The mass concentration of the component is measured in kg / m 3; submultiple units are also used - g / m 3, g / dm 3, mg / dm 3 etc. (for intralaboratory use, a unit is allowed g/l, g/ml).

An example of a recording form: C m (NaCl) \u003d 0.1 g / dm 3, (in analytical practice for internal use the notation form C m (NaCl) \u003d 0.1 g / l \u003d 0.1 mg / ml is allowed).

Knowing the mass concentration of the component A in solution, you can calculate its molar concentration and vice versa.

C m (A) \u003d C m (A) / M (A), If C m (A) expressed in g / dm 3,

C m (A) \u003d C m (A) M (A), If C m (A) expressed in mol / dm 3.

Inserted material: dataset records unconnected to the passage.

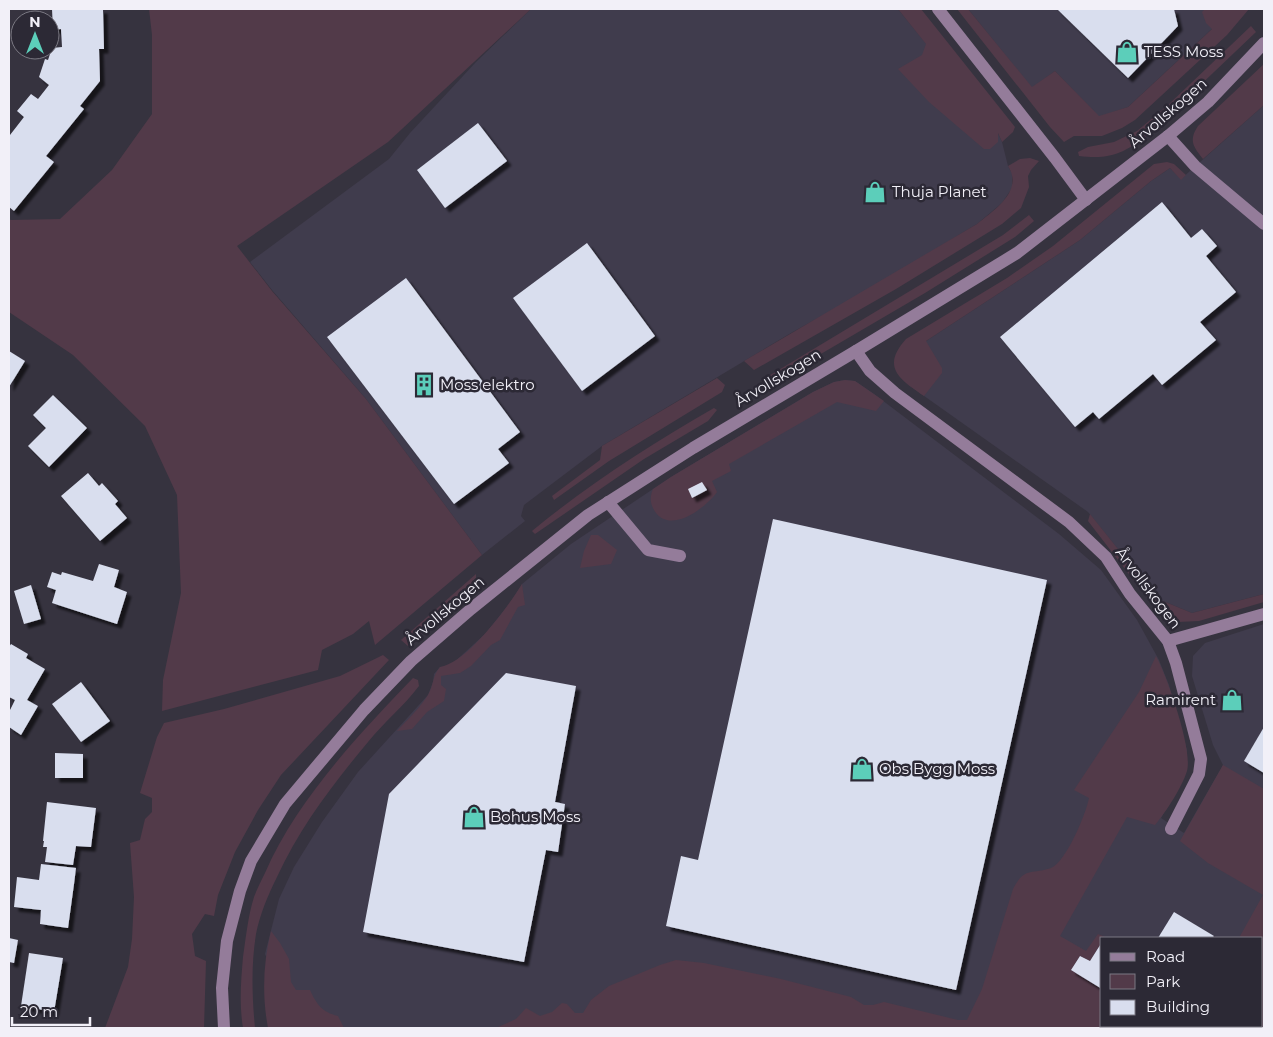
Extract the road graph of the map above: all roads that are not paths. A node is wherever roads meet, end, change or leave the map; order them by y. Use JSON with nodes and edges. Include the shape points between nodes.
{"nodes":[{"id":1,"x":938,"y":9,"type":"edge"},
{"id":2,"x":1264,"y":43,"type":"edge"},
{"id":3,"x":1168,"y":136,"type":"junction"},
{"id":4,"x":1086,"y":200,"type":"junction"},
{"id":5,"x":1264,"y":224,"type":"edge"},
{"id":6,"x":856,"y":351,"type":"junction"},
{"id":7,"x":608,"y":502,"type":"junction"},
{"id":8,"x":680,"y":556,"type":"dead end"},
{"id":9,"x":1264,"y":614,"type":"edge"},
{"id":10,"x":1168,"y":642,"type":"junction"},
{"id":11,"x":1171,"y":829,"type":"dead end"},
{"id":12,"x":224,"y":1028,"type":"edge"}],
"edges":[{"from":1,"to":4,"type":"street"},
{"from":2,"to":3,"type":"street","name":"Årvollskogen","via":[[1208,102]]},
{"from":3,"to":4,"type":"street","name":"Årvollskogen"},
{"from":3,"to":5,"type":"street","via":[[1195,166]]},
{"from":4,"to":6,"type":"street","name":"Årvollskogen","via":[[1017,252]]},
{"from":6,"to":7,"type":"street","name":"Årvollskogen"},
{"from":6,"to":10,"type":"street","name":"Årvollskogen","via":[[870,371],[895,393],[1069,522],[1106,557]]},
{"from":7,"to":8,"type":"street","via":[[648,550]]},
{"from":7,"to":12,"type":"street","name":"Årvollskogen","via":[[471,609],[411,661],[364,710],[285,804],[251,861],[240,891],[227,942],[222,988]]},
{"from":9,"to":10,"type":"street"},
{"from":10,"to":11,"type":"street","name":"Årvollskogen","via":[[1201,759],[1199,774]]}]}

Ways of expressing the concentration of a component in a solution and the relationship between different types of concentration are given in Annex 3.

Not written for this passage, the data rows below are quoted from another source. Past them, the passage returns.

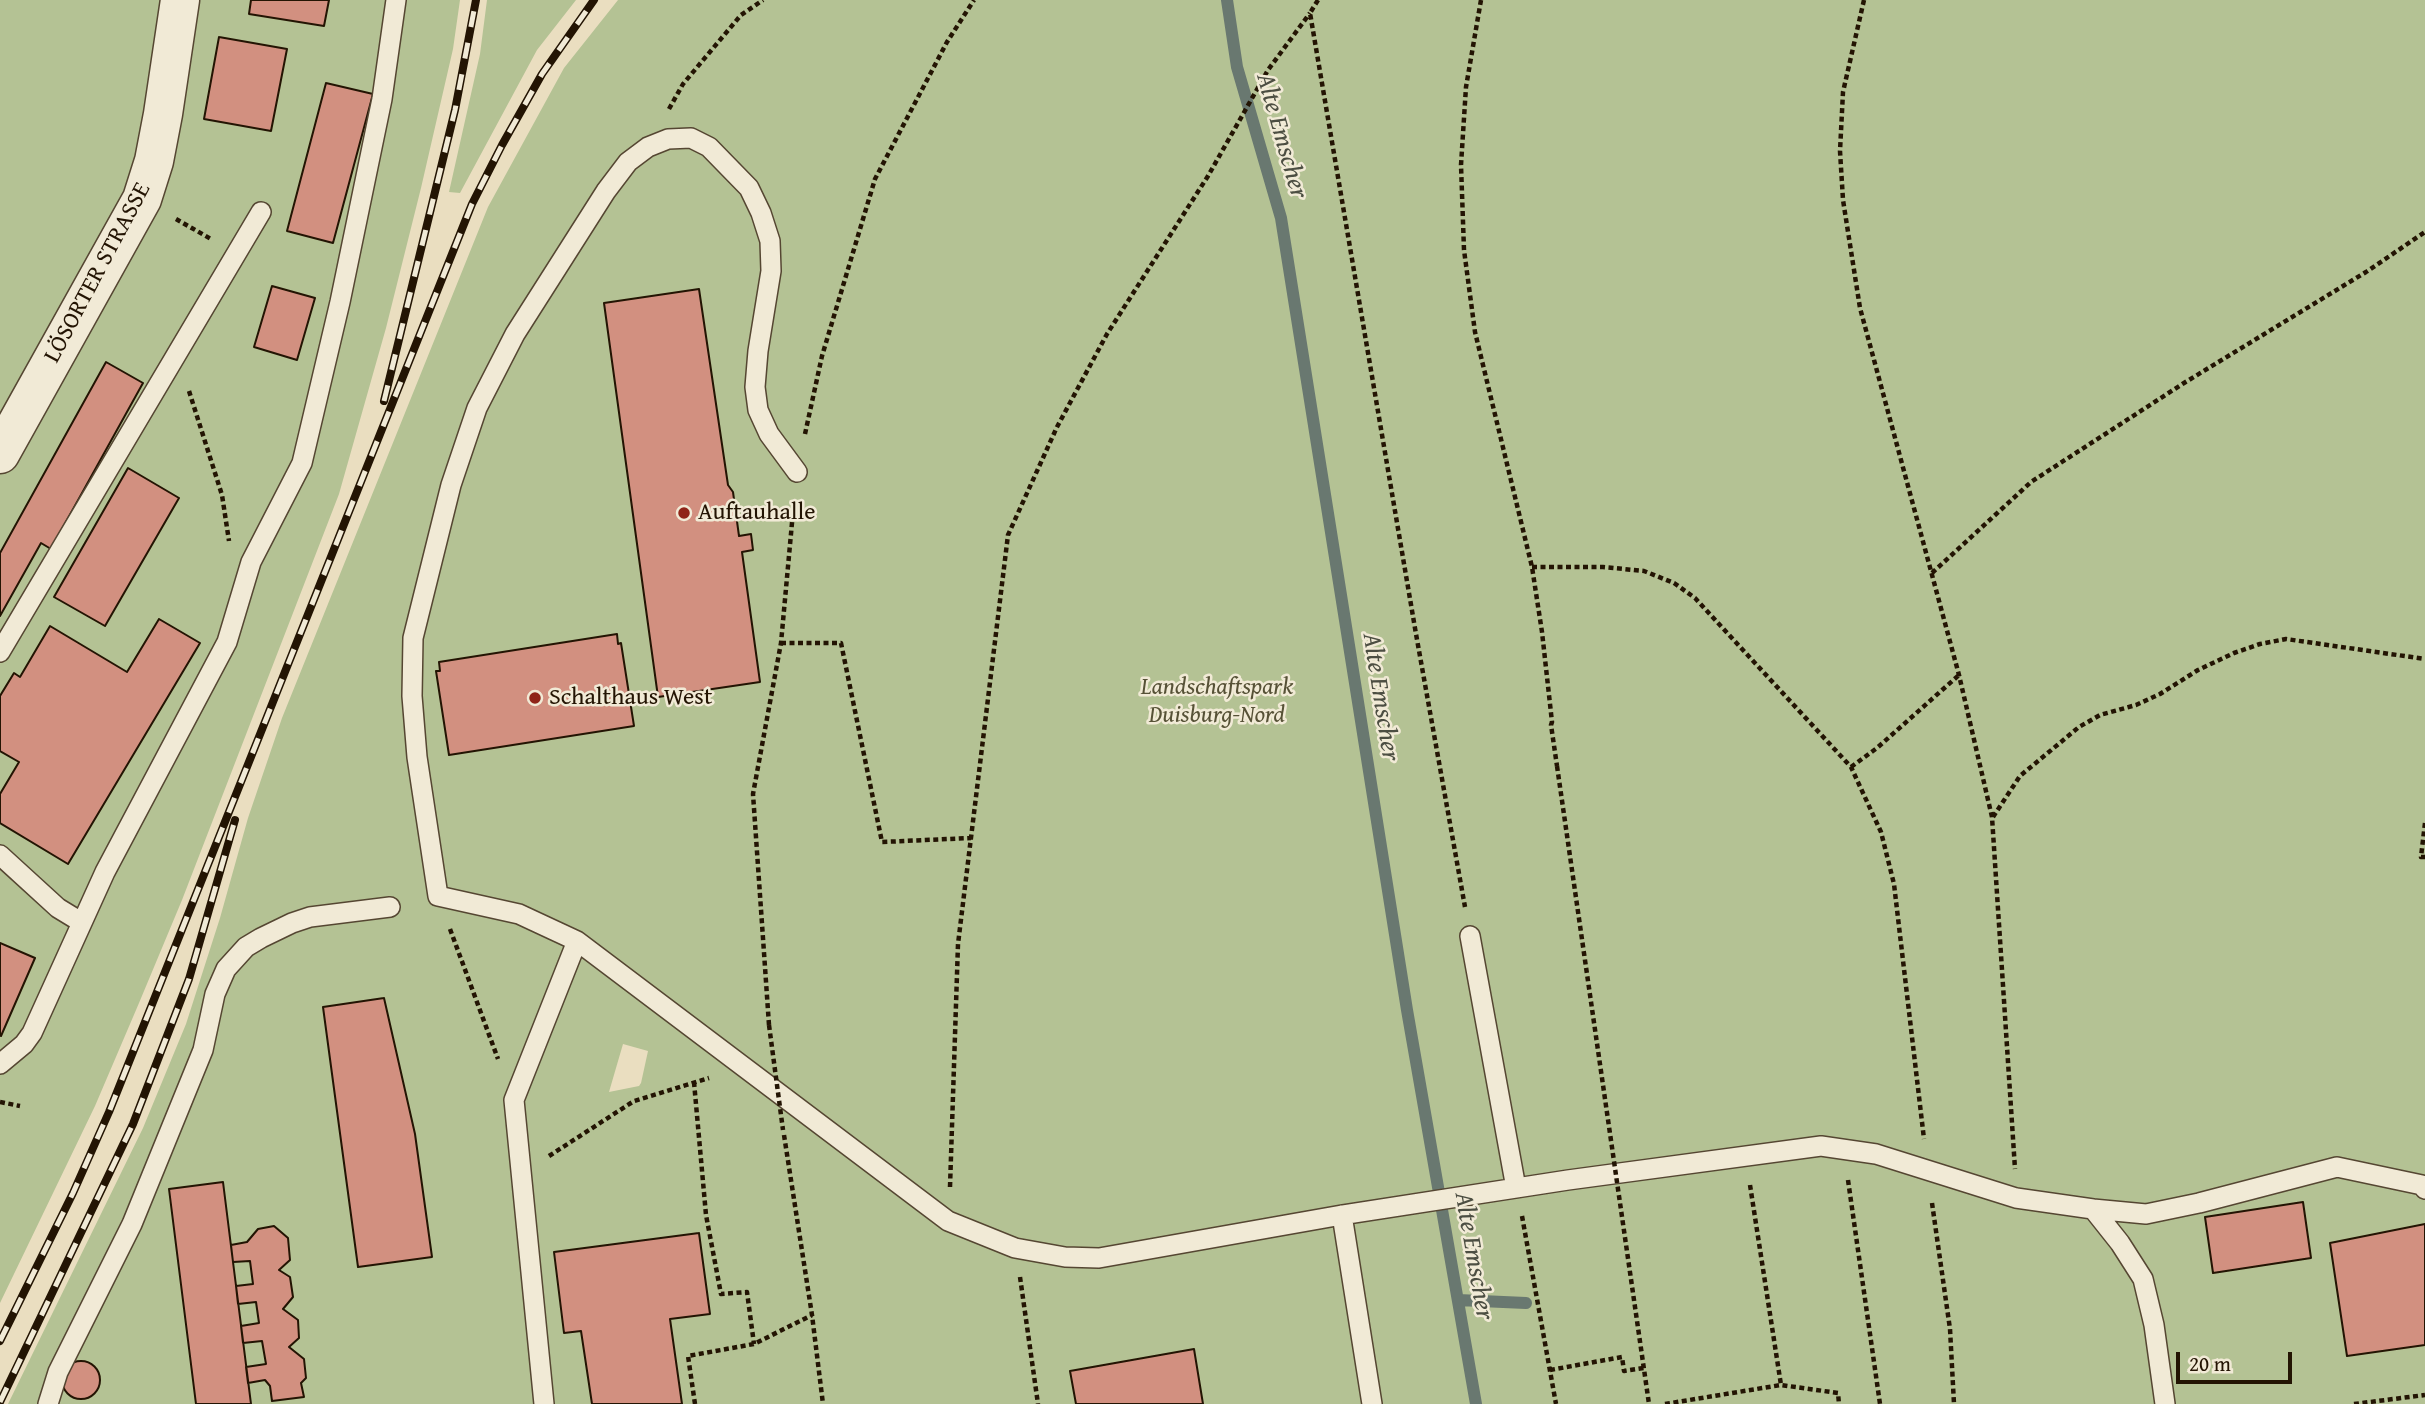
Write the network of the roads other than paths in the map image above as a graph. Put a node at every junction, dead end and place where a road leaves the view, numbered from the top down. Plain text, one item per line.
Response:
1 (180, 0) edge
2 (396, 0) edge
3 (261, 212) dead end
4 (0, 454) edge
5 (797, 472) road end
6 (0, 652) edge
7 (0, 855) edge
8 (390, 907) dead end
9 (81, 922) junction
10 (1470, 936) road end
11 (577, 941) junction
12 (0, 1064) edge
13 (1516, 1188) junction
14 (2425, 1189) edge
15 (2093, 1209) junction
16 (1342, 1216) junction
17 (48, 1404) edge
18 (544, 1404) edge
19 (1372, 1404) edge
20 (2165, 1404) edge

1 - 4 street, LÖSORTER STRASSE
2 - 9 lane
3 - 6 lane
5 - 11 lane
7 - 9 lane
8 - 17 lane
9 - 12 lane
10 - 13 lane
11 - 16 lane
11 - 18 lane
13 - 15 lane
13 - 16 lane
14 - 15 lane
15 - 20 lane
16 - 19 lane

In ecology, the content of determined components in samples of a liquid substance is usually expressed through mass concentration in units g / dm 3, mg / dm 3, mcg / dm 3, in samples of a gaseous substance - in units g / m 3, mg / m 3 μg / m 3.

The mass of the sample m (thing) can be measured with the required accuracy on an analytical balance, the volume V can be measured with the required accuracy using measuring utensils. Weight of the component A, m (A), or the number of particles of the component A, n (A), it is impossible to directly measure the substances in the sample, they can only be measured indirectly (calculated using the appropriate formula, found from the calibration graph). To this end, various methods of quantitative chemical analysis.